BEGIN EXERCISE MATERIALS

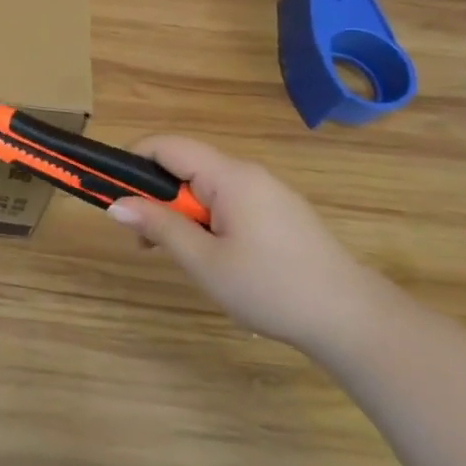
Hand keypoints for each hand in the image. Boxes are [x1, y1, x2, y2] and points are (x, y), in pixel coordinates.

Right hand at [105, 137, 385, 351]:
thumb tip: (115, 205)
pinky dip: (206, 220)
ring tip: (175, 255)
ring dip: (180, 213)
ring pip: (205, 187)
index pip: (167, 145)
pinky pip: (228, 202)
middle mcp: (247, 173)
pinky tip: (211, 257)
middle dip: (155, 197)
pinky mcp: (280, 213)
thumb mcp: (204, 261)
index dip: (132, 161)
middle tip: (142, 241)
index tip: (111, 193)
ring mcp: (267, 193)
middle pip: (184, 166)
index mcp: (228, 176)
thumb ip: (159, 227)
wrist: (353, 320)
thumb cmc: (271, 287)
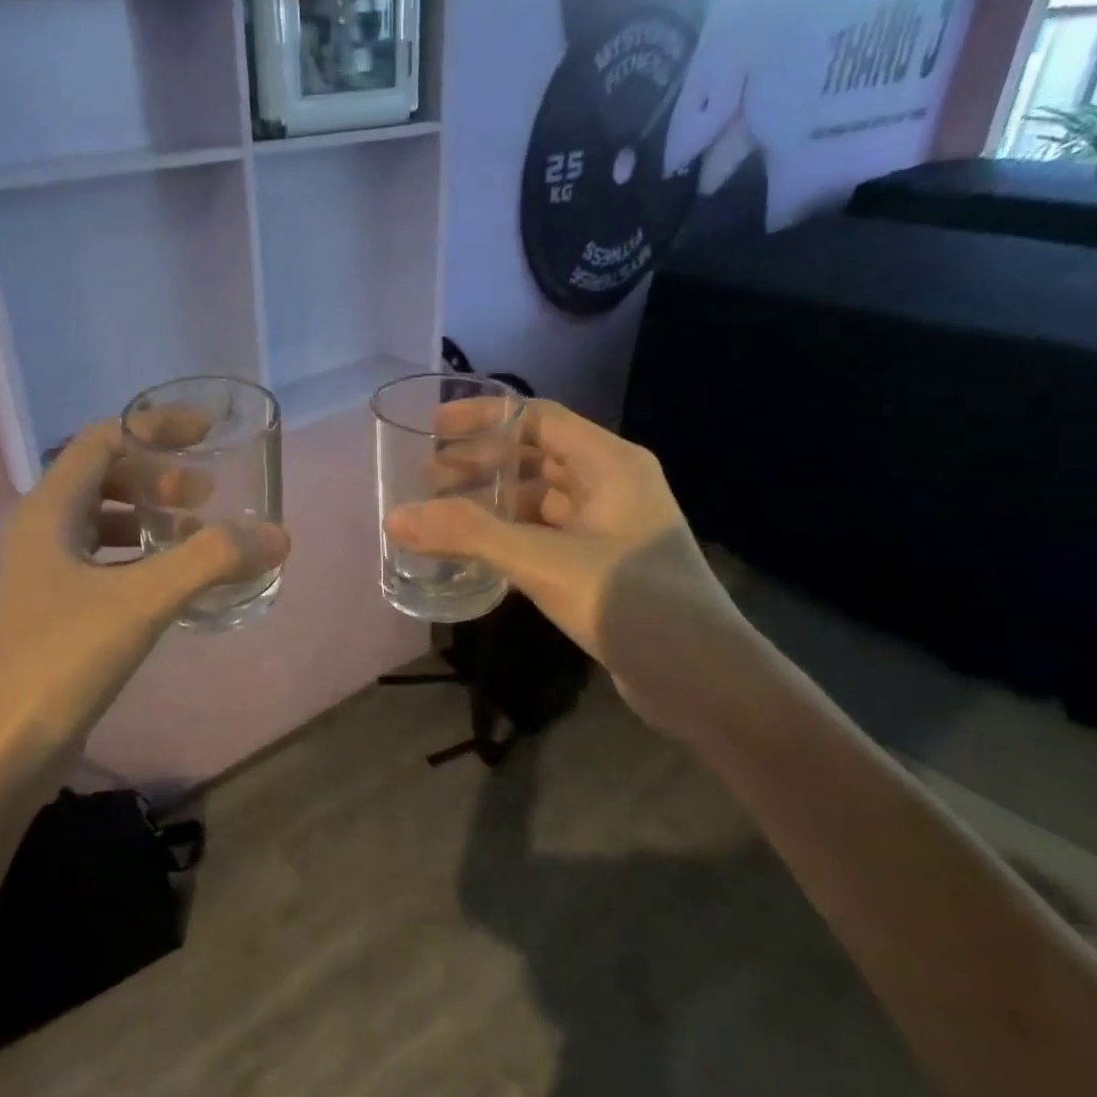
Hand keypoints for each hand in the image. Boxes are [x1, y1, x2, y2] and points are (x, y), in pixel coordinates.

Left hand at [0, 416, 288, 758]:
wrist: (3, 749)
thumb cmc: (62, 660)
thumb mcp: (141, 601)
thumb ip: (210, 561)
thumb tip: (275, 535)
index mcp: (50, 511)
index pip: (103, 440)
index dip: (155, 428)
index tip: (205, 433)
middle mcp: (42, 531)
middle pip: (103, 476)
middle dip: (157, 477)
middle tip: (205, 496)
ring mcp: (45, 572)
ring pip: (103, 520)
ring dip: (150, 516)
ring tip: (195, 534)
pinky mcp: (56, 608)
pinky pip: (104, 560)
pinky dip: (140, 556)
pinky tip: (171, 581)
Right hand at [382, 399, 740, 716]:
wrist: (701, 679)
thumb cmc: (628, 599)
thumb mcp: (541, 561)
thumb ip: (468, 535)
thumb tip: (395, 517)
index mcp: (610, 463)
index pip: (539, 417)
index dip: (485, 418)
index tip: (434, 428)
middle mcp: (613, 485)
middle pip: (537, 456)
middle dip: (482, 462)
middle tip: (428, 477)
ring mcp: (610, 527)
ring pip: (540, 499)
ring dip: (493, 501)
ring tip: (443, 514)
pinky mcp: (602, 565)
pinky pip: (546, 534)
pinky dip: (510, 536)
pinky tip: (476, 554)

END EXERCISE MATERIALS

WORK REQUIRED> Return every entry word for word, minus the pictures.

EXERCISE OUTPUT>
Hand keypoints for each hand in the image. Boxes are [x1, y1, x2, y2] and points are (x, y), in pixel coordinates.

Right hand at [105, 137, 385, 351]:
thumb tip: (115, 205)
pinky dip: (206, 220)
ring tip: (175, 255)
ring dip: (180, 213)
ring pip: (205, 187)
index pip: (167, 145)
pinky pip: (228, 202)
middle mcp: (247, 173)
pinky tip: (211, 257)
middle dip: (155, 197)
pinky mcp: (280, 213)
thumb mcp: (204, 261)
index dip: (132, 161)
middle tip: (142, 241)
index tip: (111, 193)
ring mcp: (267, 193)
middle pip: (184, 166)
index mcp: (228, 176)
thumb ip: (159, 227)
wrist: (353, 320)
thumb cmc: (271, 287)
Hand keypoints for each hand in the image. Boxes are [x1, y1, x2, y2] and points are (x, y), in pixel coordinates.

Left hand at [0, 416, 288, 758]:
wrist: (3, 749)
thumb cmc: (62, 660)
thumb mcp: (141, 601)
thumb ip: (210, 561)
thumb tip: (275, 535)
index mcp: (50, 511)
index pip: (103, 440)
index dip: (155, 428)
index tip: (205, 433)
middle mcp: (42, 531)
middle pip: (103, 476)
middle dip: (157, 477)
middle tip: (205, 496)
ring mcp: (45, 572)
ring pip: (103, 520)
ring dip: (150, 516)
ring tip: (195, 534)
pinky mcp: (56, 608)
pinky pip: (104, 560)
pinky dip: (140, 556)
pinky tip: (171, 581)
Right hand at [382, 399, 740, 716]:
wrist: (701, 679)
thumb cmc: (628, 599)
thumb mcp: (541, 561)
thumb ip: (468, 535)
thumb tip: (395, 517)
index mcp: (610, 463)
index pip: (539, 417)
index dip: (485, 418)
index tip: (434, 428)
middle mcp: (613, 485)
middle pip: (537, 456)
middle dip: (482, 462)
middle tip: (428, 477)
ring mcp: (610, 527)
ring pip: (540, 499)
ring dip: (493, 501)
ring tip: (443, 514)
pinky mcp: (602, 565)
pinky pip: (546, 534)
pinky dip: (510, 536)
pinky tip: (476, 554)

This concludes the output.